> _Your goal_
The word "dead" may appear in lines of the data; say how many such lines there are, with nothing beyond the number.

> _Records from a data collection_
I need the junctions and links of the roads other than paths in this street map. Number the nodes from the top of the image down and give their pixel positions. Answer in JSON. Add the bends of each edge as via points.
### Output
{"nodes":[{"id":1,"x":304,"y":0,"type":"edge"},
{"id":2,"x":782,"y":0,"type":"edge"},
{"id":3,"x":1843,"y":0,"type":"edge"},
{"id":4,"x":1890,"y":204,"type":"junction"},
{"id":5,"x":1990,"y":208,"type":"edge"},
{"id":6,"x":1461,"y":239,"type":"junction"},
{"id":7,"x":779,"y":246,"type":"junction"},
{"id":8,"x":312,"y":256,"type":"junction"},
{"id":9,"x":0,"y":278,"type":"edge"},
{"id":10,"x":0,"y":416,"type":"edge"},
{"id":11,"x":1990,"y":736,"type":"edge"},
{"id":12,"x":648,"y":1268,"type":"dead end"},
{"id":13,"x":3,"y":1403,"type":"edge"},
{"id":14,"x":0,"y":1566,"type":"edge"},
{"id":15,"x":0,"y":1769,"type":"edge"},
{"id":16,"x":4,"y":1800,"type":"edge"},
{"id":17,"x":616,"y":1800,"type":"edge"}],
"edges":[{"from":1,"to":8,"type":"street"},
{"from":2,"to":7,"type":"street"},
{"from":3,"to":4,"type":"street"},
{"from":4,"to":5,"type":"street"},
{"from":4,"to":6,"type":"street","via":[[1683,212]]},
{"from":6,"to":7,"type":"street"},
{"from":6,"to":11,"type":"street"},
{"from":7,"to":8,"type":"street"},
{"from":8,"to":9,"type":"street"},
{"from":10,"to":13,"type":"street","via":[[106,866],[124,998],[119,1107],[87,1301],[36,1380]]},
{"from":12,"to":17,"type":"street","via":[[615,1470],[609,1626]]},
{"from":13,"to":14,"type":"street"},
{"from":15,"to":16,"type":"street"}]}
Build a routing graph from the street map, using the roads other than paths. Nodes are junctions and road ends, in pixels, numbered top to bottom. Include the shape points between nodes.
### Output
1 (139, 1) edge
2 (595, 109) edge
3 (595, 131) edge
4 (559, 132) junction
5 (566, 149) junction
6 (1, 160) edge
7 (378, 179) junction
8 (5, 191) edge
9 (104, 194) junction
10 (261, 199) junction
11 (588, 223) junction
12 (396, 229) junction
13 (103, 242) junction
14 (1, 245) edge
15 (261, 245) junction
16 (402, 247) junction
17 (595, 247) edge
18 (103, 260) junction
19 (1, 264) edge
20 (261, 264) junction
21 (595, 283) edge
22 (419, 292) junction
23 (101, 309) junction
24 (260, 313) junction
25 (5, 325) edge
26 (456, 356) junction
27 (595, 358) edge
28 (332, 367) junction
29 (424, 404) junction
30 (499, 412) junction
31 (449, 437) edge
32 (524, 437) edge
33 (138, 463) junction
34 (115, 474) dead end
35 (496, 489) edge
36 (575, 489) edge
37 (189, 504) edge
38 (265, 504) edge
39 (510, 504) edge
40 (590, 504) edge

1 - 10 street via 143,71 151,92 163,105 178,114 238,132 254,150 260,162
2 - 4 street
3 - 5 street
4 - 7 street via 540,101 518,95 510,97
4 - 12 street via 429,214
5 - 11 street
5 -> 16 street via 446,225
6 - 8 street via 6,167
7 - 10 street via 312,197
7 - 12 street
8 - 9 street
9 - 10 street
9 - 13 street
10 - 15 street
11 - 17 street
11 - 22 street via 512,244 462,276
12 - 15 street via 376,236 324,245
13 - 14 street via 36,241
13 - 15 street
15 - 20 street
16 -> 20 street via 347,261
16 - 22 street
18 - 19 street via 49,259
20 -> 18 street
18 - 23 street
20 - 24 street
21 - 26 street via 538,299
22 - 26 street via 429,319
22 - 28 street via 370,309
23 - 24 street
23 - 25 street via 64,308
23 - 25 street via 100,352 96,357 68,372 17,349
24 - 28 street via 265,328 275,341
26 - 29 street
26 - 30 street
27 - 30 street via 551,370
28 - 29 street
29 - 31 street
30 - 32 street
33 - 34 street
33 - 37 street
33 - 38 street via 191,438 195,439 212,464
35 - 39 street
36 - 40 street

> _Exercise output_
2